What you see here is the Fitness Landscape of a particular model. The model contains two variables, meaning two values which are allowed to change. In Evolutionary Computing we refer to variables asgenes. As we changeGene
A, the state of the model changes and it either becomes better or worse (depending on what we're looking for). So asGene A changes, the fitness of the entire model goes up or down. But for every value ofA, we can also varyGene B,
resulting in better or worse combinations of A and B. Every combination of A and B results in a particular fitness, and this fitness is expressed as the height of the Fitness Landscape. It is the job of the solver to find the highest peak in this
landscape.
你在这里看到的是某个模型中的适应值曲面。这个模型包含两个变量,就是两个可变的值。在进化算法计算中我们称其为基因变量(genes).随着Gene A的改变,模型的状态也跟着改变,变好也可能变坏(要适我们所要寻找的结果而定)。所以随着基因A的变化,整个模型的适应度上升或者下降。对于每个A值来将,随着变量基因B的不同则得到的是A,B组合的好坏状态。每一个组合都得到一个适应度,这个适应度是用曲面的高度也表达的。计算器的职责就是找到曲面的峰值。

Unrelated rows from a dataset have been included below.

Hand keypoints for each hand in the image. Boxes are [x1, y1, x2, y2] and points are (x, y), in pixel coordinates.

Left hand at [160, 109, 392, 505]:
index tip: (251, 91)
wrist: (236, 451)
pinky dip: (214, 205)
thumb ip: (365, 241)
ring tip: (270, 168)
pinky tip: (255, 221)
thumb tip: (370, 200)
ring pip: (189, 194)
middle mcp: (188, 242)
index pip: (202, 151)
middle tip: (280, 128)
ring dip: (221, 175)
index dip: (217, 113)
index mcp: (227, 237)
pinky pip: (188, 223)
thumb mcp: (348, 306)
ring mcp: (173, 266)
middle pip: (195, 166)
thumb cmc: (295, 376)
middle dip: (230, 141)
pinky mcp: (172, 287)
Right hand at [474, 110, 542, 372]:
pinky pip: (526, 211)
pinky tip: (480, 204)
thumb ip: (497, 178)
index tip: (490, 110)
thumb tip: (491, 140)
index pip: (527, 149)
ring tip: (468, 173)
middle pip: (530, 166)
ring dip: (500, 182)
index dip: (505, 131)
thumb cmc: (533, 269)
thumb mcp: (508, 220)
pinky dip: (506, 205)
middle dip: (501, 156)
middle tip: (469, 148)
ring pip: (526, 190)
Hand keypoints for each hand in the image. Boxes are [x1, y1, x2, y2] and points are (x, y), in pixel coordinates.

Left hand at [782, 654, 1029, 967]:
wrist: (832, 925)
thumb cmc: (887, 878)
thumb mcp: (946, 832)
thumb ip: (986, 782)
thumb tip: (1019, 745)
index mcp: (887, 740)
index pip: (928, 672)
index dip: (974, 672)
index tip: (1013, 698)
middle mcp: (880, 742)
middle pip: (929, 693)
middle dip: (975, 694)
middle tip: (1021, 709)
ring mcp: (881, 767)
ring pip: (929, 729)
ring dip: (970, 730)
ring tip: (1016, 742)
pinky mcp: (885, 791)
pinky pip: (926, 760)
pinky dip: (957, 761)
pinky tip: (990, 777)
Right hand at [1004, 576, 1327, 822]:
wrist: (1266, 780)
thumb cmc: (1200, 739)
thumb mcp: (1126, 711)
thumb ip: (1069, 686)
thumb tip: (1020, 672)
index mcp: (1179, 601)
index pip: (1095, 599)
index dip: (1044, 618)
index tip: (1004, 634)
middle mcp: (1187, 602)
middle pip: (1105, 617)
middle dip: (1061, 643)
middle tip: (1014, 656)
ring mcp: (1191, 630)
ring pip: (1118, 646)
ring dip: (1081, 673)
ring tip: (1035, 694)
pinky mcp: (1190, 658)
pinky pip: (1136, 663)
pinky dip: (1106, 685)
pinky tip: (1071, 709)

Of course a lot of problems are defined by not just two but many genes, in which case we can no longer speak of a 'landscape' in the strict sense. A model with 12 genes would be a 12-dimensional fitness volume deformed in 13 dimensions
instead of a two-dimensional fitness plane deformed in 3 dimensions. As this is impossible to visualize I shall only use one and two-dimensional models, but note that when we speak of a "landscape", it might mean something terribly more complex than the above
image shows.
当然很多问题有很多变量而不仅仅只有两个变量,这样我们就不能用曲面来准确的表达了。一个有12个变量的模型将会是一个12维度适应值空间变形于13维空间中,而非一个二维适应度平面在三维空间的变形。这不可能可视化表达,所以我只用一个二维的模型来替代,但是,注意当我们说曲面时,它可能是一个很复杂的东西。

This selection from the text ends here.